Thermal radiation only depends on the temperature of the emitting body, providing no other details about the body itself. So, if Hawking radiation is truly thermal, then the information inside the black hole is truly lost . For the last decade, though, leading physicists including Gerard 't Hooft, Leonard Susskind, and Stephen Hawking fiercely debated (and even bet on) the outcome—Susskind refers to the debate as the "black hole war." Aided by new theoretical tools developed by Juan Maldacena and other string theorists, physicists discovered that Hawking radiation is not quite thermal after all! The radiation deviates by a tiny amount from a perfectly thermal signal, and the tiny deviation incorporates information about whatever was inside. The titles of Bob's three books, for example, are not lost forever, although the information dribbles out incredibly slowly and is unimaginably scrambled. Thus, victory was declared in the black hole war.
But it may be an uneasy peace, for there remains the question of what happens to information after it falls into the horizon. This is a reasonable question because, curiously enough, passage through the horizon can be unremarkable (if the black hole is very big). There are no sign posts indicating to Bob that he has passed the point of no return, and his books remain intact. Now suppose Bob scribbles some notes in the margins of his book. What happens to this information?
Here there is a diversity of views. Some suggest that this information, too, is radiated away through the Hawking process and the black hole simply disappears. Some suggest that quantum physics makes the event horizon penetrable so that some information is radiated by the Hawking process but some escapes directly. Yet others suggest that the information is copied; one copy is radiated away and the other strikes the singularity, entering a new section of space-time that is causally disconnected from observers outside the black hole, so the two copies never meet.

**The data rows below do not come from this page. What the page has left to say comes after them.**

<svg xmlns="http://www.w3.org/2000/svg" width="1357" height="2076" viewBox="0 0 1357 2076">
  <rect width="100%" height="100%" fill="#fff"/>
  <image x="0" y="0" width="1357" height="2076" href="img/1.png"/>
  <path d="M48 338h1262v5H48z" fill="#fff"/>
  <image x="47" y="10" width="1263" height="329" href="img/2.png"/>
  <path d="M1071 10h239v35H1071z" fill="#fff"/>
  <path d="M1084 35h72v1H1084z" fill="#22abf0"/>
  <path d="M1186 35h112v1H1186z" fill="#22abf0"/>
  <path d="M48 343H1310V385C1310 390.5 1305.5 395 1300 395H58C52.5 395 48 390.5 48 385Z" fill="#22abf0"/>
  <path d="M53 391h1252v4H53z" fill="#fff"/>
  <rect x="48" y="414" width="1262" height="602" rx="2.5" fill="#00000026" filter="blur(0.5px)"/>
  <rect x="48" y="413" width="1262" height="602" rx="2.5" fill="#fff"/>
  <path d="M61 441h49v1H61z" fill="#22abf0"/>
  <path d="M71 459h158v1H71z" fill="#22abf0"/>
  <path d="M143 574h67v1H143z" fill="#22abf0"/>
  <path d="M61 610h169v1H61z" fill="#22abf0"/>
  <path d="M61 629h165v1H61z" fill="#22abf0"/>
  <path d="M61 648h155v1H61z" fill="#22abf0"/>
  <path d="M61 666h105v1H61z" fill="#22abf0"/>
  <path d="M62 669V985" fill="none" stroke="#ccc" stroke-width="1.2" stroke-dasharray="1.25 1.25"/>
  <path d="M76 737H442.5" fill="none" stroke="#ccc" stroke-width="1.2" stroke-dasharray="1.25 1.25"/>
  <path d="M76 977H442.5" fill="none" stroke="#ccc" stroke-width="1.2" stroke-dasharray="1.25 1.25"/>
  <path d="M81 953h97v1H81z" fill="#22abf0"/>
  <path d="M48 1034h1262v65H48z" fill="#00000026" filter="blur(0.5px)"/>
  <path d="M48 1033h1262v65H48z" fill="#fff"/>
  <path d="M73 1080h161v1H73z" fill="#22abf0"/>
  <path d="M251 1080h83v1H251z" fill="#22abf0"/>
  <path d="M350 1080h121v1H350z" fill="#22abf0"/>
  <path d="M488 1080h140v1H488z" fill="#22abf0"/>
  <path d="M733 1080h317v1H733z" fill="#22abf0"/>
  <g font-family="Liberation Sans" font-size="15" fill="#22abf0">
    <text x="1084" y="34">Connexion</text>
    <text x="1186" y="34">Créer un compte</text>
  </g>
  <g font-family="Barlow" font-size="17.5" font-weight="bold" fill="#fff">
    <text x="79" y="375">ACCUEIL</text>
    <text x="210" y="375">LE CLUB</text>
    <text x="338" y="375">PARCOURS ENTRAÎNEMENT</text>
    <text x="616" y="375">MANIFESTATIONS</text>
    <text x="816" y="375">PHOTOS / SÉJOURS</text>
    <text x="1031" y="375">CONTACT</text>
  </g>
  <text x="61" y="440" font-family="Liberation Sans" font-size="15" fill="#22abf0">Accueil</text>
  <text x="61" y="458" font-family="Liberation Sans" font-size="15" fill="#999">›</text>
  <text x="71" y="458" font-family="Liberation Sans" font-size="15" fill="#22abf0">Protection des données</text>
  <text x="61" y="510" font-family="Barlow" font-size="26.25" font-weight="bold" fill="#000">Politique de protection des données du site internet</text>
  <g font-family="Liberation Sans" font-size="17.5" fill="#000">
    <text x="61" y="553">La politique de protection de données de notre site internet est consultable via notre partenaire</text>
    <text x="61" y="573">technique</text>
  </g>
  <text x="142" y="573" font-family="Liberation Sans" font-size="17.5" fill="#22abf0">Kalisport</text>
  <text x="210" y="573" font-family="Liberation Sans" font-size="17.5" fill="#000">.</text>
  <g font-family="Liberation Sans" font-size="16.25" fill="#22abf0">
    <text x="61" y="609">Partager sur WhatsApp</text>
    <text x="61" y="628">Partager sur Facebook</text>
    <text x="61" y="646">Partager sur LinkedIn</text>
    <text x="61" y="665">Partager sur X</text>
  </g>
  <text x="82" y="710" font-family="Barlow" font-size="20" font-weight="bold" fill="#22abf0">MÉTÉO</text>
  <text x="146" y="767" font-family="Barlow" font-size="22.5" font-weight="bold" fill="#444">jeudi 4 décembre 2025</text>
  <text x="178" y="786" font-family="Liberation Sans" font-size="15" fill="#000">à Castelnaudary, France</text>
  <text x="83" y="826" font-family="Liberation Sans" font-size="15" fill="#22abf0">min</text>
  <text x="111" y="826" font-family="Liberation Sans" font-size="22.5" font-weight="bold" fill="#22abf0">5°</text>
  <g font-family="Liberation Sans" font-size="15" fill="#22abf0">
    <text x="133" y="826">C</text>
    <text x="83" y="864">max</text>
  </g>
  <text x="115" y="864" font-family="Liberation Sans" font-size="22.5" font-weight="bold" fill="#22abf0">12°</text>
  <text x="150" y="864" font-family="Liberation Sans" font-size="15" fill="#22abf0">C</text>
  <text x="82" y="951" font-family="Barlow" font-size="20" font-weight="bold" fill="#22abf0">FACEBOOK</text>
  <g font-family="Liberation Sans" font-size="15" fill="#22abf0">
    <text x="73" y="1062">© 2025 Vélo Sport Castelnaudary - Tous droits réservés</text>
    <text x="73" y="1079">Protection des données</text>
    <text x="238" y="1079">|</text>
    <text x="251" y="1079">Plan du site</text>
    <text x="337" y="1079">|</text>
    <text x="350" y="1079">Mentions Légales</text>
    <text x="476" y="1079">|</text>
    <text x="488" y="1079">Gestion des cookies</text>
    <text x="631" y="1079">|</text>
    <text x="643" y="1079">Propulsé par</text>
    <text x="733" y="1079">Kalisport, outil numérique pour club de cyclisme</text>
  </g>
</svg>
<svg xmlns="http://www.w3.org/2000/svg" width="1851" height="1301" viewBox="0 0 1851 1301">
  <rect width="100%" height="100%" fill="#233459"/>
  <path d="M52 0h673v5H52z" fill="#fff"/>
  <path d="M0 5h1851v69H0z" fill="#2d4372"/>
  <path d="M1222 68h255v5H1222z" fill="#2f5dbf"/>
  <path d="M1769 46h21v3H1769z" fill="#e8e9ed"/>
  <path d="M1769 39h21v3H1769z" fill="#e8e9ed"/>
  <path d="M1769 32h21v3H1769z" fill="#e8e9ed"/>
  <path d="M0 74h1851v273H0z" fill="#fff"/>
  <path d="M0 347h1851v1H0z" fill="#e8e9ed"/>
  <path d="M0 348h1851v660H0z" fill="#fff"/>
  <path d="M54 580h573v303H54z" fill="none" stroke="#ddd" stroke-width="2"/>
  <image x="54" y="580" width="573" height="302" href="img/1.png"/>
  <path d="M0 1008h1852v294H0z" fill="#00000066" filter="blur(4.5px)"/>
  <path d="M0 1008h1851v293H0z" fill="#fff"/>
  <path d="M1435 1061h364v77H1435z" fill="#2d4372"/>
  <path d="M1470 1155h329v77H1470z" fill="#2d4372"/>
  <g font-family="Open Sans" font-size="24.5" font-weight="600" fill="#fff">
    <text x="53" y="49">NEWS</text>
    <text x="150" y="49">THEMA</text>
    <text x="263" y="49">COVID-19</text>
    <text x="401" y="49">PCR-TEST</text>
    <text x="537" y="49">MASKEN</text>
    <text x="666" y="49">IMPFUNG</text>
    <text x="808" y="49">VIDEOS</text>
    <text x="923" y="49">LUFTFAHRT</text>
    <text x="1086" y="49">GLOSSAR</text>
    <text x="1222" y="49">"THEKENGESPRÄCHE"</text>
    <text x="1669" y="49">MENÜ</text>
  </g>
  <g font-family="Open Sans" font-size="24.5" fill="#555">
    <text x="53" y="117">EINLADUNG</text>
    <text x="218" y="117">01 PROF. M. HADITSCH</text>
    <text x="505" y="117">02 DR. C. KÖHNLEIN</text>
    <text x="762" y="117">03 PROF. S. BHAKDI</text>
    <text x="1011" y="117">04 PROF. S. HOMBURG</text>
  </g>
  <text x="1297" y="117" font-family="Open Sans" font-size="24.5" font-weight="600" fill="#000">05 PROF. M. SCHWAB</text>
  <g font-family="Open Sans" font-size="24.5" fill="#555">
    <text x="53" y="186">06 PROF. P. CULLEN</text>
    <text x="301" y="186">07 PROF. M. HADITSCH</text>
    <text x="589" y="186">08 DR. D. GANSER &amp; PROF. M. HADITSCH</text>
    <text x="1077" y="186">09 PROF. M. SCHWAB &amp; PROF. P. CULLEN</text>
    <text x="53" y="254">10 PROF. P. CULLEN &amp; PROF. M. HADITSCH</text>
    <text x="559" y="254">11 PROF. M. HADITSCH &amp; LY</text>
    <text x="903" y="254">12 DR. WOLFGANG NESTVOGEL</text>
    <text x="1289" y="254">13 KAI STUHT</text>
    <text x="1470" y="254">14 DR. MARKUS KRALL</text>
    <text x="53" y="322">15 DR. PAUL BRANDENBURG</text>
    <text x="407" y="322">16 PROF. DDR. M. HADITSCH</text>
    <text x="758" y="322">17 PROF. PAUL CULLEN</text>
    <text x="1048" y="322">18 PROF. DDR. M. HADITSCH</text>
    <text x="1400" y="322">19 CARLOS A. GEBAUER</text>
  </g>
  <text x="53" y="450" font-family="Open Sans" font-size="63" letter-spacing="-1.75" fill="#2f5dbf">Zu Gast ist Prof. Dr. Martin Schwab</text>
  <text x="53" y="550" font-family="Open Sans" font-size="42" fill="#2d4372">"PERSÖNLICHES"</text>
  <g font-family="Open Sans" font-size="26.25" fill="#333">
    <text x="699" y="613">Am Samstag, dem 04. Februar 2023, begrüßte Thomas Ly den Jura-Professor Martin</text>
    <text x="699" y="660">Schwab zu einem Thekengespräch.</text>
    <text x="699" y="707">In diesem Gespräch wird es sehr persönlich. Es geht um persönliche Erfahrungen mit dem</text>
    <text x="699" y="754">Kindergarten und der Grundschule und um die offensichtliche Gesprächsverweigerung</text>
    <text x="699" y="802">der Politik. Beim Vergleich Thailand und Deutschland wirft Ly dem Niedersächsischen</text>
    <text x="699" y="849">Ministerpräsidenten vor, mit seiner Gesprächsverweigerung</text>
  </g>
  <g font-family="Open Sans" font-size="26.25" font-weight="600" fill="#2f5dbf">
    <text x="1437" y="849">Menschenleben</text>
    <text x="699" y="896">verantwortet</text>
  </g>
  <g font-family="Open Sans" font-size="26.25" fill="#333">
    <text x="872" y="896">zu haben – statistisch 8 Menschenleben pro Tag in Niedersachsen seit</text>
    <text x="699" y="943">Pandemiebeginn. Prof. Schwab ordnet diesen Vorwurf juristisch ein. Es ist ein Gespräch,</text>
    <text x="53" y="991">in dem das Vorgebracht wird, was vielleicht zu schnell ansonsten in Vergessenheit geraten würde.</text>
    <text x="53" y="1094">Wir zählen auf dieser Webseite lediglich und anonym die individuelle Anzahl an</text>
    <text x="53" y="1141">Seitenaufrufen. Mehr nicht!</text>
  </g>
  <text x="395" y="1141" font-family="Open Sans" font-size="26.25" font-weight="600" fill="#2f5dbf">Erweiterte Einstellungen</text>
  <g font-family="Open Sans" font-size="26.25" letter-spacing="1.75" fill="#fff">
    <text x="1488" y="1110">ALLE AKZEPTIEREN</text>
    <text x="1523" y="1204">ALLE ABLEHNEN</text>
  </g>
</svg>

Theorists have recently developed a number of new theoretical tools to attack the problem and are hard at work. Although the subject lies in the domain of quantum gravity, the implications for other fields, including my own, cosmology, will be profound. The answer will shape any future formulation of the laws of thermodynamics, quantum gravity and unified field theory. Since scrambling information, a.k.a., the entropy, determines the arrow of time, the results may inform us how time may have first emerged at the cosmic singularity known as the big bang. Or, if it proves possible for copies to bounce from the black hole singularity to a separate piece of space time, the same may apply to an even more famous singularity, the big bang. This would lend support to recent ideas suggesting that the large scale properties of the universe were shaped by events before the big bang and these conditions (a form of information) were transmitted across the cosmic singularity into a new phase of expansion. In fact, if information is forever preserved across singularities, the universe may undergo regularly repeating cycles of big bangs, expansion, and big crunches, forever into the past and into the future. To me, a breakthrough with these kinds of implications would be the ultimate game-changer.